Perhaps the most interesting discovery that we have made so far is that juvenile sea turtles appear to be extremely social. Contrary to most prior conceptions of sea turtles being solitary animals, juvenile sea turtles spend large amounts of time interacting with each other. Sometimes this can involve short chases, flipper biting, or even a behavior that can be best described as nuzzling. We have also been using the footage to help us determine in which habitats turtles spend the majority of their time. By identifying such critical habitats for sea turtles, we can begin to develop conservation management plans that ensure that these habitats remain free from threats, such as boat traffic or entanglement in fishing gear.

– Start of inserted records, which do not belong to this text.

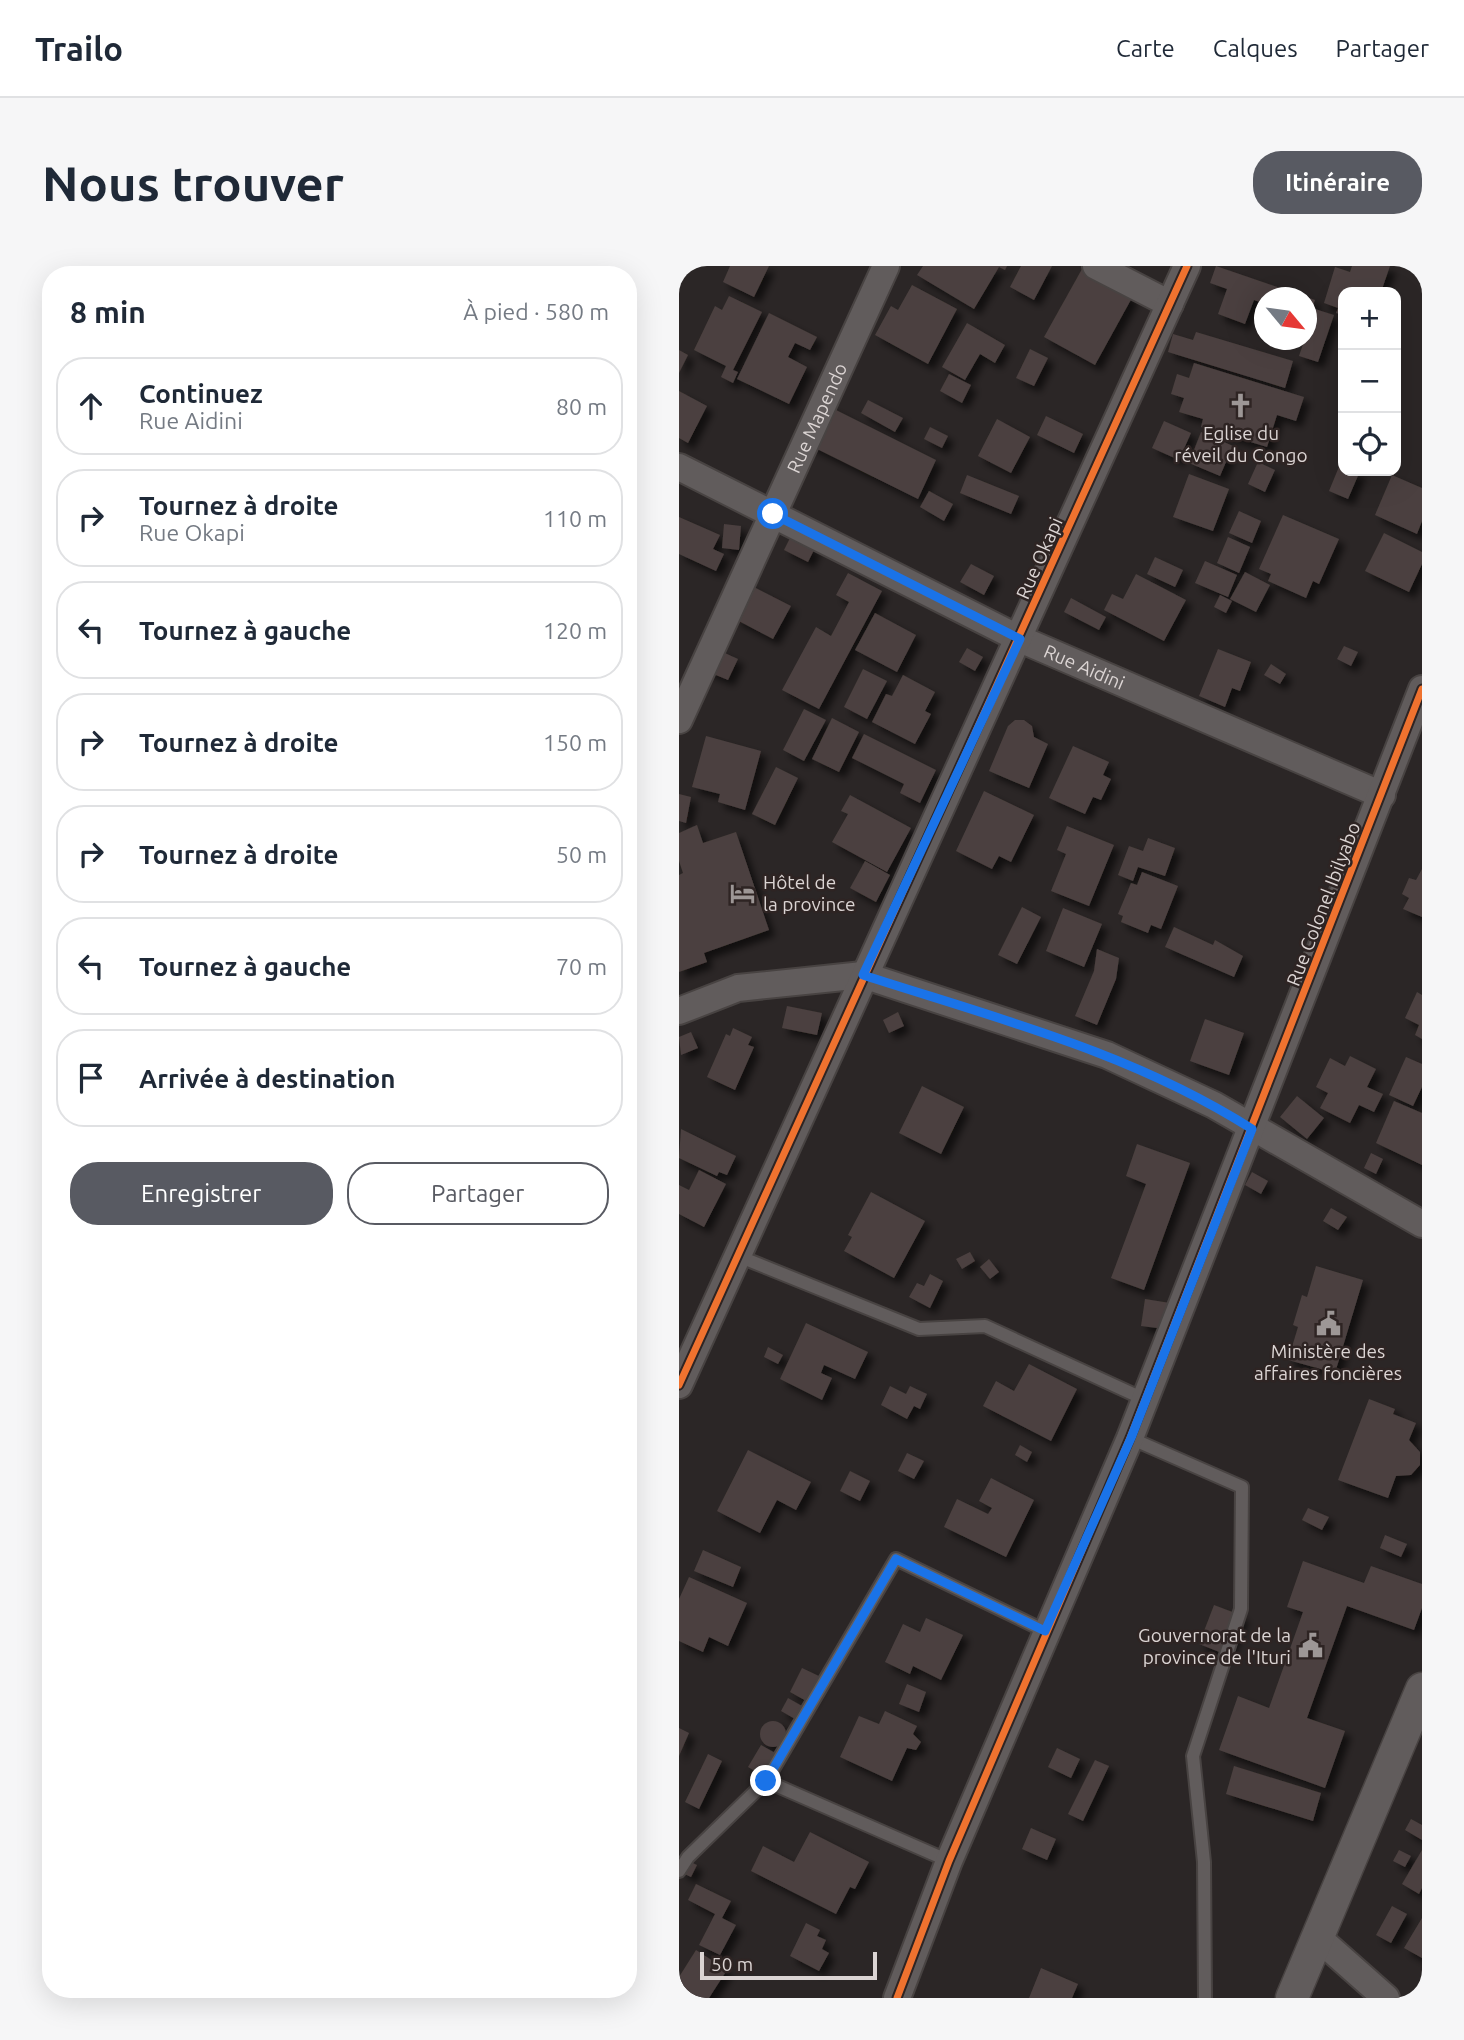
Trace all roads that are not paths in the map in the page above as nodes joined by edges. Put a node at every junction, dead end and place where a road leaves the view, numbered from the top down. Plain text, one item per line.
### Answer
1 (886, 266) edge
2 (1096, 266) edge
3 (1187, 266) edge
4 (1170, 304) junction
5 (679, 467) edge
6 (773, 514) junction
7 (1020, 639) junction
8 (1422, 689) edge
9 (679, 720) edge
10 (1382, 795) junction
11 (863, 975) junction
12 (679, 1011) edge
13 (1252, 1129) junction
14 (1422, 1224) edge
15 (738, 1256) junction
16 (679, 1385) edge
17 (1146, 1400) junction
18 (1131, 1438) junction
19 (1045, 1631) junction
20 (1422, 1689) edge
21 (766, 1781) junction
22 (949, 1861) junction
23 (679, 1871) edge
24 (1316, 1936) junction
25 (897, 1998) edge
26 (1205, 1998) edge
27 (1292, 1998) edge
28 (1386, 1998) edge

1 - 6 street, Rue Mapendo
2 - 4 street
3 - 4 street, Rue Okapi
4 - 7 street, Rue Okapi
5 - 6 street, Rue Aidini
6 - 7 street, Rue Aidini
6 - 9 street, Rue Mapendo
7 - 10 street, Rue Aidini
7 - 11 street, Rue Okapi
8 - 10 street, Rue Colonel Ibilyabo
10 - 13 street, Rue Colonel Ibilyabo
11 - 12 street
11 - 13 street
11 - 15 street, Rue Okapi
13 - 14 street
13 - 17 street, Rue Colonel Ibilyabo
15 - 16 street, Rue Okapi
15 - 17 lane
17 - 18 street, Rue Colonel Ibilyabo
18 - 19 street, Rue Colonel Ibilyabo
18 - 26 lane
19 - 21 lane
19 - 22 street, Rue Colonel Ibilyabo
20 - 24 street
21 - 22 lane
21 - 23 lane
22 - 25 street, Rue Colonel Ibilyabo
24 - 27 street
24 - 28 street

The clear value of this footage from a scientist’s perspective is furthermore complemented by the ability of these videos to capture people’s imaginations. We truly believe that these videos, which allow you pretend for a minute that you are like one of these turtles swimming through the ocean, can help inspire countless people to live more turtle-friendly lives; and this can be easily achieved regardless of where you live. Indeed, each year countless sea turtles are accidentally caught and killed by fisheries that are hunting for commercial species, such as tuna or swordfish. Those that are not caught by fisheries often suffer a similar fate, after choking on plastic bags and other plastic waste that is ingested after confusing it for a jellyfish prey.

These issues of unsustainable fisheries and plastic in the ocean are global problems, and we all have a responsibility to help against these. By supporting fisheries that fish in a smarter and less wasteful manner or reducing our use of single-use plastics, you too can help create a more turtle-friendly world.

We hope that you are as inspired by the TurtleCam footage as we are and we can only imagine what fantastic discoveries this project will uncover in the future!